It's refreshing to see a Bollywood film that breaks the stereotype and goes for something new. And if that something is not a love story but instead a slice and dice of real life, what more can you expect? Enter Rocket Singh, my second most favourite movie of 2009 after the eternal masterpiece Dev.D. (I haven't yet seen 3 Idiots yet....)
This is a simple story about a young graduate who enters the cutthroat sales and marketing industry of personal computers. He soon finds out that it's not a perfect life out there where you go in the morning, do your job honestly, get your paycheck, come home, watch TV, have dinner and go to sleep. Clearly, honesty has little prominence here where sales means more about pushing the product and less about service. Forget after-sales service. A chance encounter with a corrupt customer who insists on a cut for procuring a large computer order for his company forces our young Rocket (Ranbir Kapoor) to look inwards and embark on a tough, yet spirited journey to lay his ground rules and play the game his way. Go and watch if he succeeds in his mission.

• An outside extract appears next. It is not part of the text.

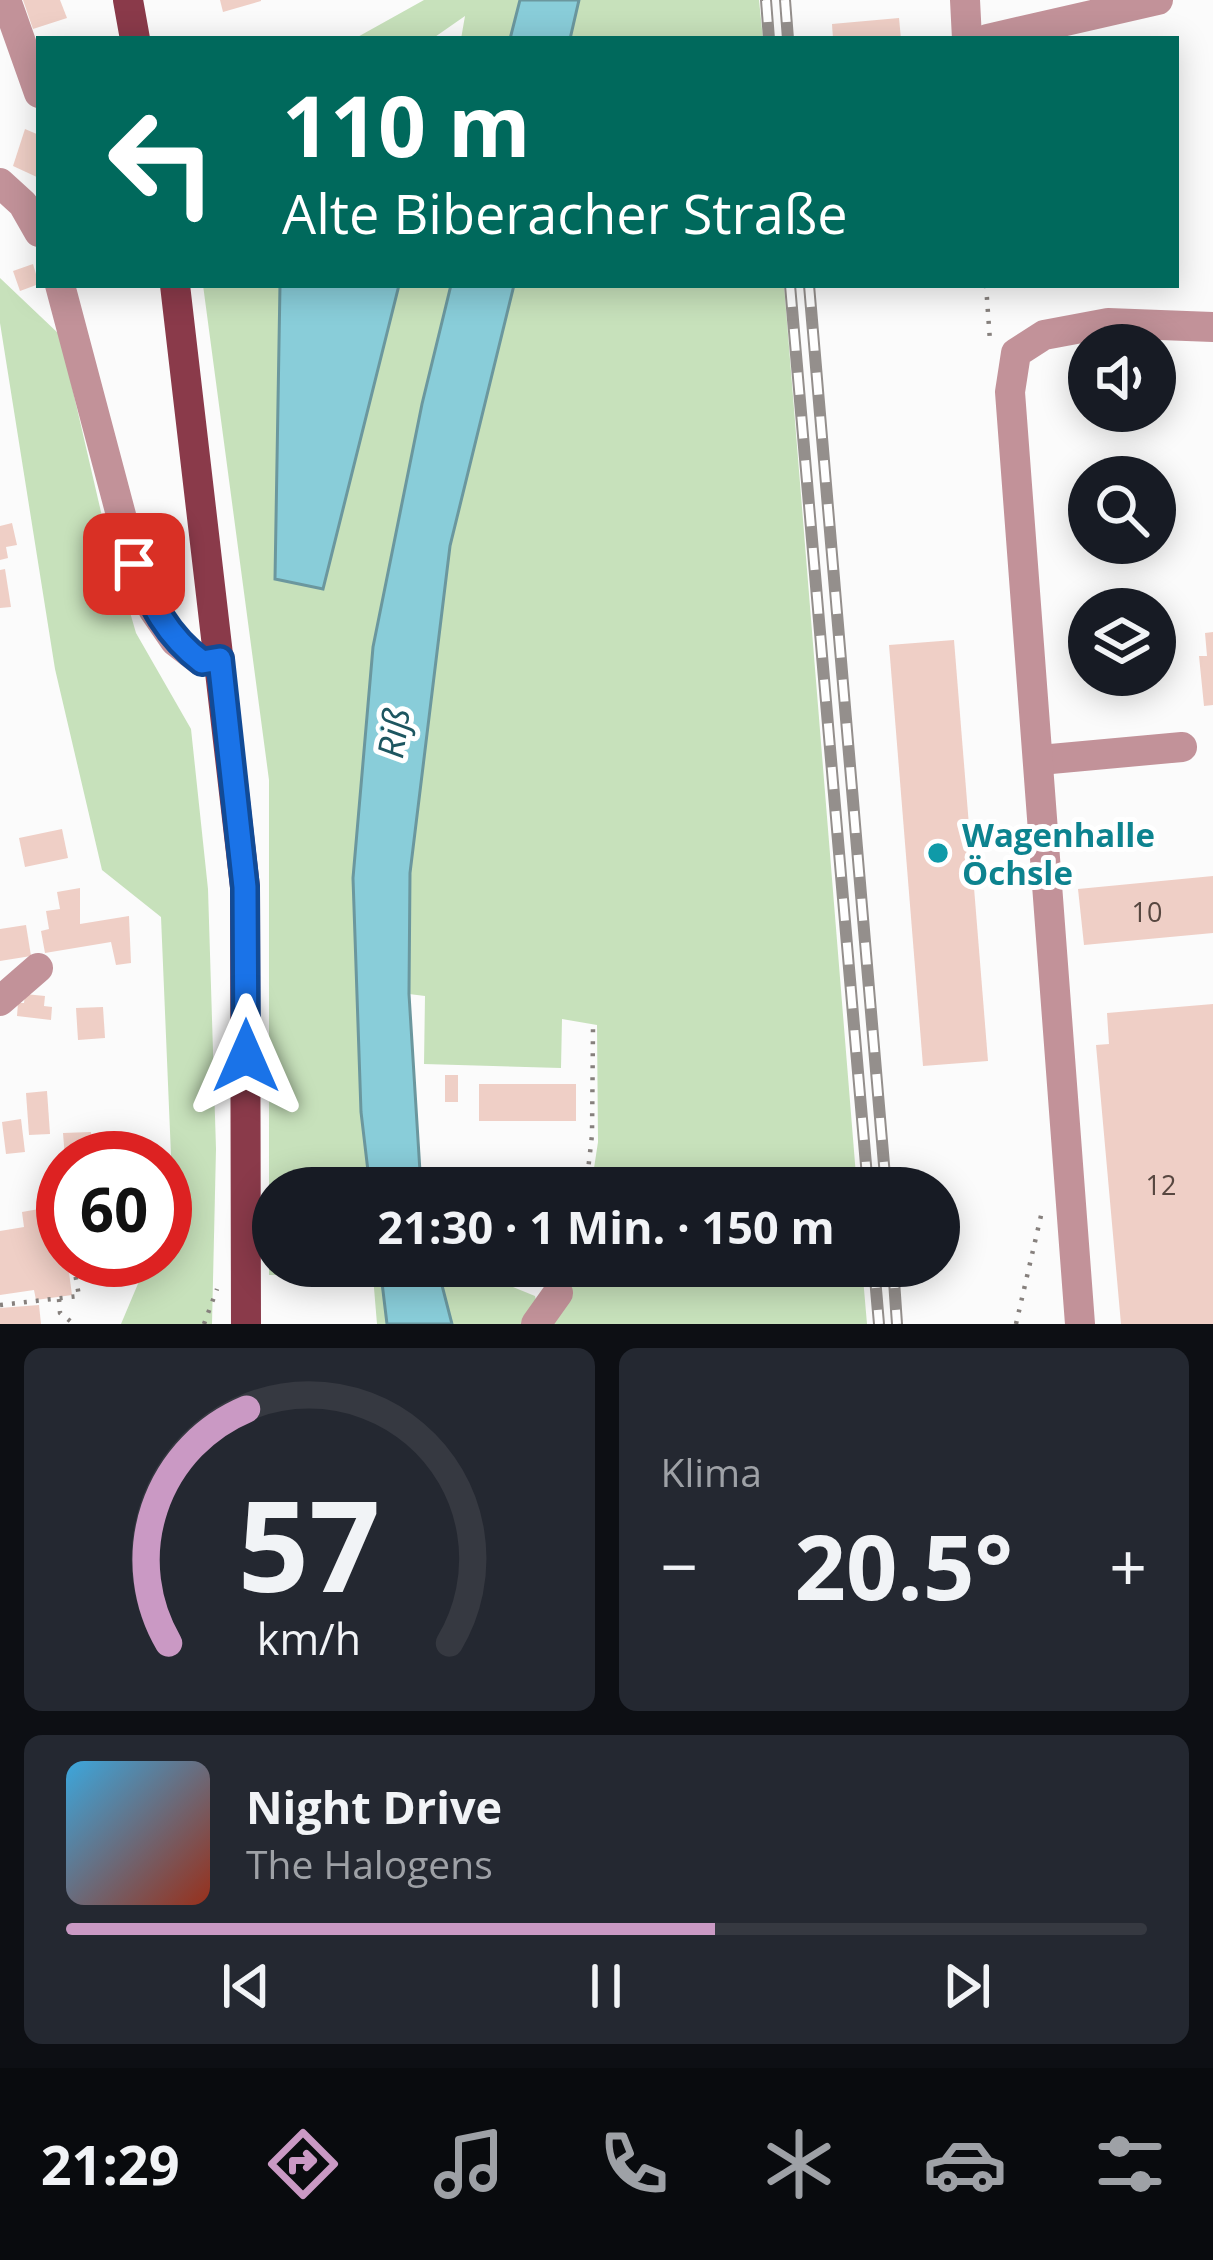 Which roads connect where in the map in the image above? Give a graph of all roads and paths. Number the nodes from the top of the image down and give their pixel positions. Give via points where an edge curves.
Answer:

Rocket Singh is a terrific film that tells us a practical story. In a country like India, where the sales person- and never the customer- is the King, you'll identify with Rocket if you're a customer, you'll also identify with him if you're into marketing or sales of a corporate. Extra smart (and mighty arrogant SOBs) bosses that shower their staff with the choicest of abuses- not just in private but shamelessly in front of the entire department- and push them to the wall, unachievable sales targets, crook managers that demand a cut of the cheque of which he is responsible to procure the best quality products for the firm that pays him salary (legally) to struggles and sometimes humiliation that honest people have to face in a competitive dog-eat-dog world, Rocket Singh has it all.

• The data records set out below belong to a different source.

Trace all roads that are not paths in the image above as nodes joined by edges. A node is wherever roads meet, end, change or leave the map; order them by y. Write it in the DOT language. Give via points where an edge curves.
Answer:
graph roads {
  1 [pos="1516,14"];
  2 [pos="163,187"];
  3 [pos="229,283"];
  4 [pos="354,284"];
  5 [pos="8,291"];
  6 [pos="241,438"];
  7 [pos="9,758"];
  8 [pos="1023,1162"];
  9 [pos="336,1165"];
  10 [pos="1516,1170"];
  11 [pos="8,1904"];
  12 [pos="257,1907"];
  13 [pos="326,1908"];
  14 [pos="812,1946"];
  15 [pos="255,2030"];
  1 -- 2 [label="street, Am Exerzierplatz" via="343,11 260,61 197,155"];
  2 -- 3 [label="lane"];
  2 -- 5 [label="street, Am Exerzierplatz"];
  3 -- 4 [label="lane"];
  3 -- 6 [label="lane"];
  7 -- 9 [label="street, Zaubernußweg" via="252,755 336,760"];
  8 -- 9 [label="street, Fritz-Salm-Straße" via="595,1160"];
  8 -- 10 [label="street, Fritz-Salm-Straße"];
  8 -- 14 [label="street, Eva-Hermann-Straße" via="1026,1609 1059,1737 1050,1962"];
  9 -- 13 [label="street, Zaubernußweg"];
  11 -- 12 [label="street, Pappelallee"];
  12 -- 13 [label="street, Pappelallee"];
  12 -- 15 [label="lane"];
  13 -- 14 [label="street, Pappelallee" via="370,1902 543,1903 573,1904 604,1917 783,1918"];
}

The film is not preachy. It's fast paced and crisp and there are no songs to interrupt the narrative. The background score is ideal and the story unfolds in a way its believable. I didn't quite like the climax; I kinda felt it was stretched and a little too idealistic, but it never ceases to be an inspiration, so these are minor quirks in an otherwise good script. Supporting performances, especially from D. Santosh- the porn-surfing, computer maintenance guy- to Gauhar Khan- the fiery receptionist- are great. Ranbir Kapoor has clearly emerged as one of Indian commercial cinema's finest actors. He plays his part sincerely and turns in one of 2009's finest, yet subdued, performance. From showing his angst to his grandfather who breaks his own provident fund to buy him a scooter he detests, to being shocked and awed when his boss turns the tables on him despite having done nothing wrong, to going about his own business, Kapoor brings dollops of dignity and lends a soul to make Harpreet Singh Bedi (the character he portrays) a likable sardar and never ones makes it a caricature like some of his industry counterparts have done over the years. You could say this performance is a slap on the face of all those sardar jokes that have been internet favourites.
You should go and watch Rocket Singh.